No SQL, no system design, no debugging-given-code problem. Pure algo.

Stuff that mattered: Time management. 90 minutes for two problems sounds like plenty but the problem statements were long and a little convoluted. Spend real time reading carefully before coding. I almost implemented something wrong on P1 because I misread the constraint.

Edge cases. I got dinged on one partial test case that was an empty input. Classic. Check those.

Language: I used Python. No restrictions stated, most candidates probably use Python or Java given the environment they're targeting (heavy Java shop internally).

What I'd tell past-me: The OA is not the hard part. The technical phone screen after it was harder, more open-ended. The OA is basically a filter for people who haven't touched any data structures in 6 months.

Worth noting: they do seem to share results from the OA with the interviewers. My phone screen interviewer referenced that I'd solved both problems, so it's not just a pass/fail gate.

Good luck. BNY's process is long but not brutal.

4 replies

newgrad_neil

Were the problems similar to anything on LeetCode Discuss or totally novel? Trying to figure out if I should grind specific problem patterns.

qa_quinn

Classic problem patterns, not novel at all.
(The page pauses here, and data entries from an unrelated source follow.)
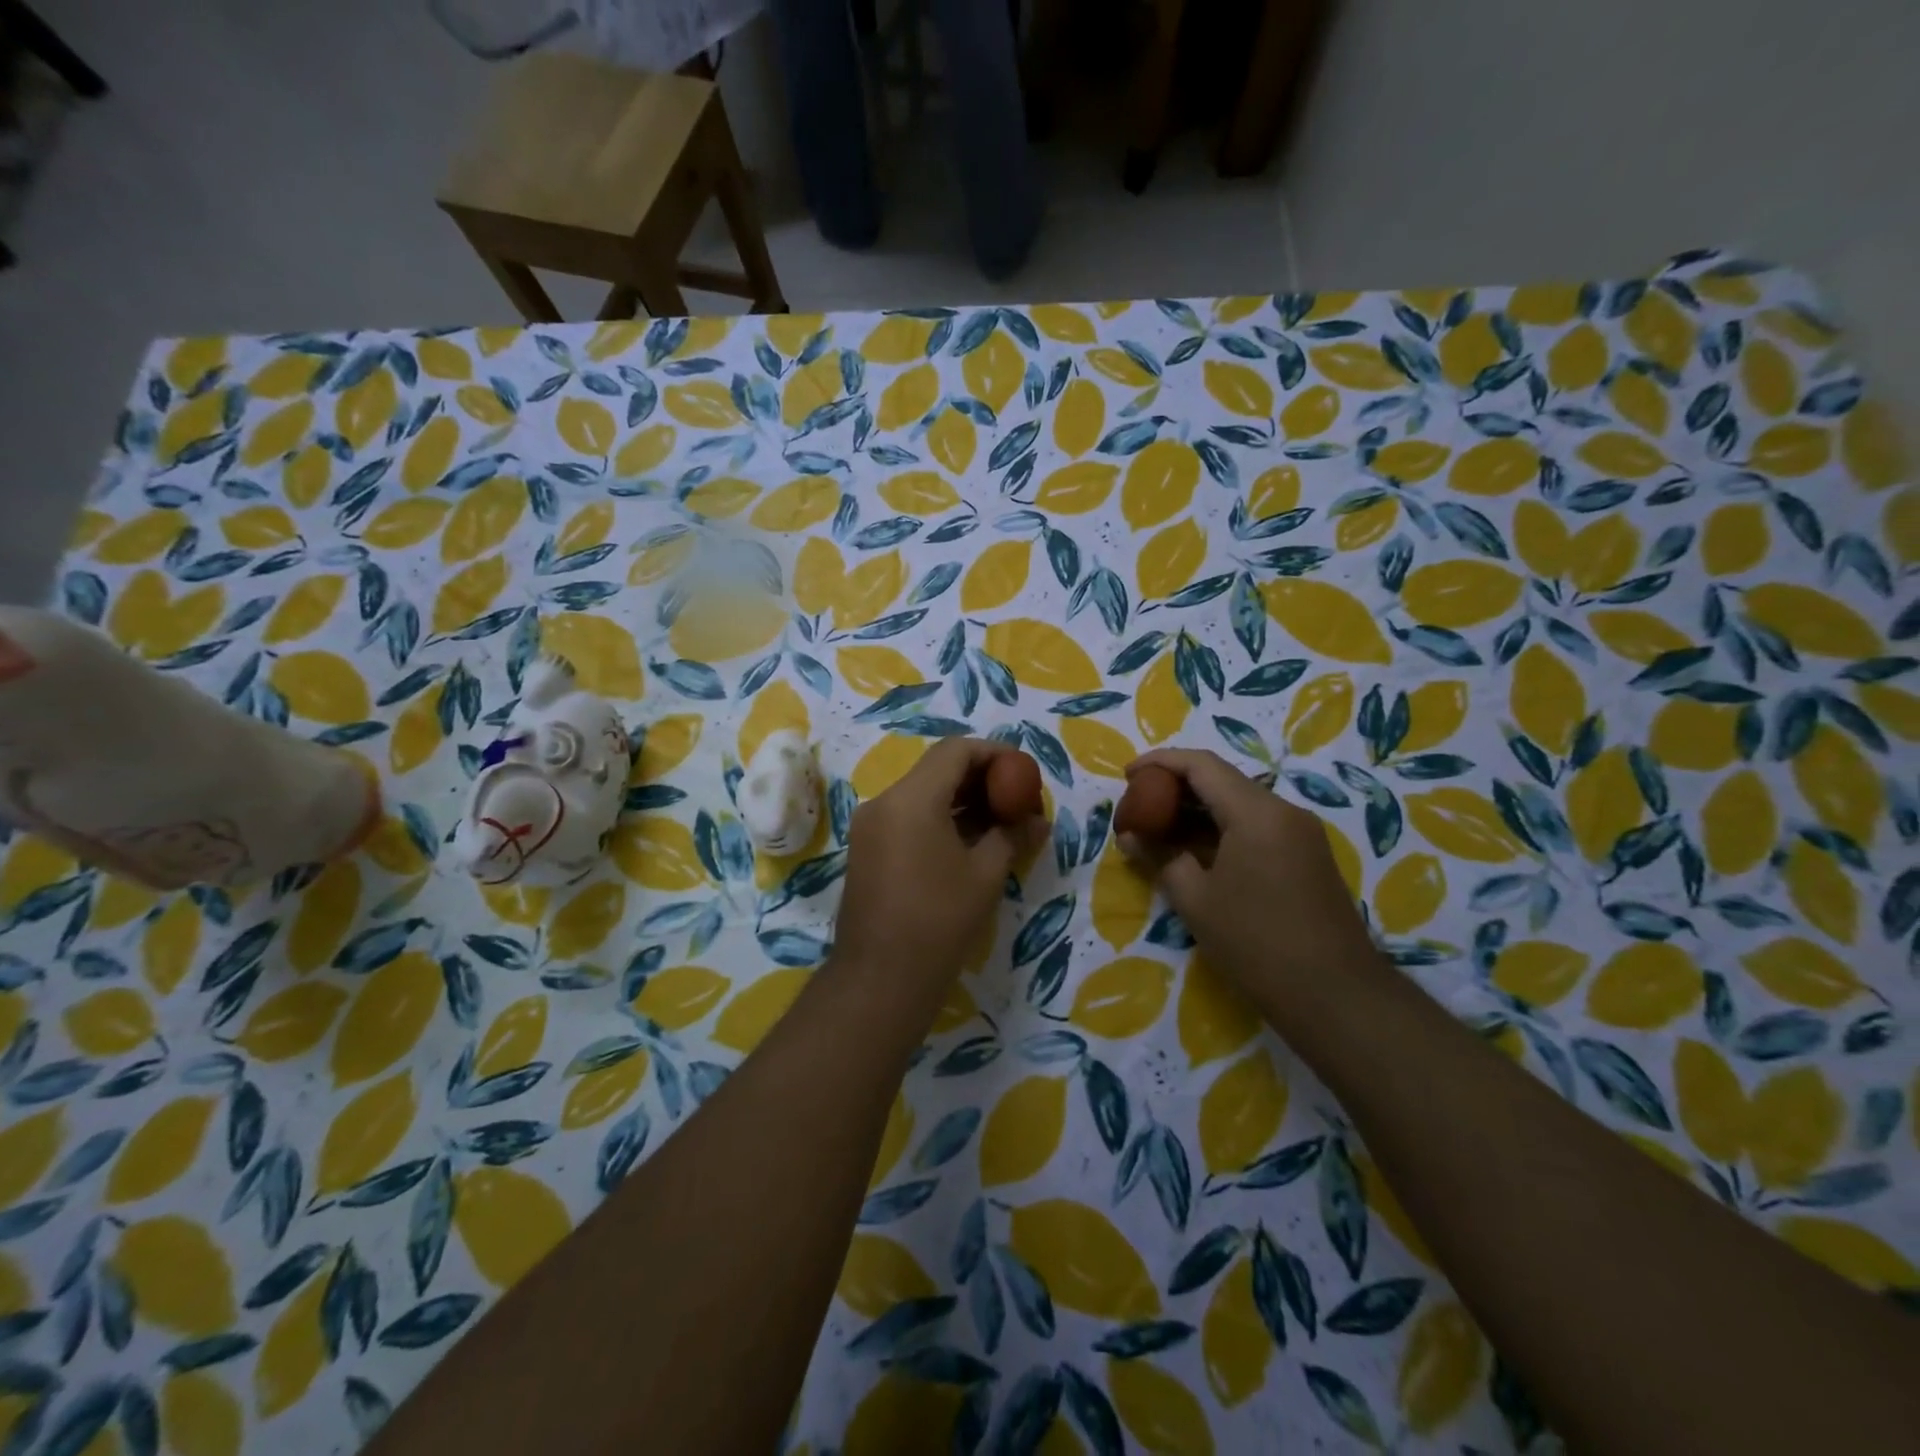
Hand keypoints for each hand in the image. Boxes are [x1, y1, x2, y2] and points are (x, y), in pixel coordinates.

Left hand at [832, 738, 1041, 1017]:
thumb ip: (1012, 835)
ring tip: (999, 821)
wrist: (880, 979)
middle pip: (937, 769)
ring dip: (961, 800)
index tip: (1023, 771)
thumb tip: (1038, 821)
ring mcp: (870, 825)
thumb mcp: (985, 874)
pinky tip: (969, 841)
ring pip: (922, 793)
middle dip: (980, 777)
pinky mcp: (866, 849)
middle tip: (1016, 798)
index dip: (994, 753)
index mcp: (911, 798)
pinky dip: (939, 818)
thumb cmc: (939, 920)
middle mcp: (884, 801)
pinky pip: (908, 817)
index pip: (956, 751)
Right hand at [1118, 749, 1375, 1004]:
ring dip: (1198, 809)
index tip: (1127, 775)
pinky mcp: (1308, 856)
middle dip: (1176, 785)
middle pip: (1222, 779)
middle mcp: (1283, 811)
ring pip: (1240, 802)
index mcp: (1256, 813)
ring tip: (1160, 828)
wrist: (1336, 995)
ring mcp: (1301, 833)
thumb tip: (1130, 836)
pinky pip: (1257, 825)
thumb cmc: (1256, 943)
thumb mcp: (1195, 900)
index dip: (1160, 762)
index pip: (1201, 765)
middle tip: (1139, 804)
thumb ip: (1159, 857)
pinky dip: (1221, 827)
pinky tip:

Sliding window for the string problem, graph traversal for the second. Focus on patterns not memorizing specific problems. If you can explain your approach while coding you're probably fine.

backend_bekah

The 'problem statement was convoluted' thing is so real at financial firms. I think someone writes these problems and then three rounds of legal review happen before they're deployed. Read twice, code once.

hardware_hugo

Honest question: is a medium-difficulty OA actually a meaningful filter at this point? The LeetCode economy is so saturated I wonder if it's just selecting for prep time, not ability.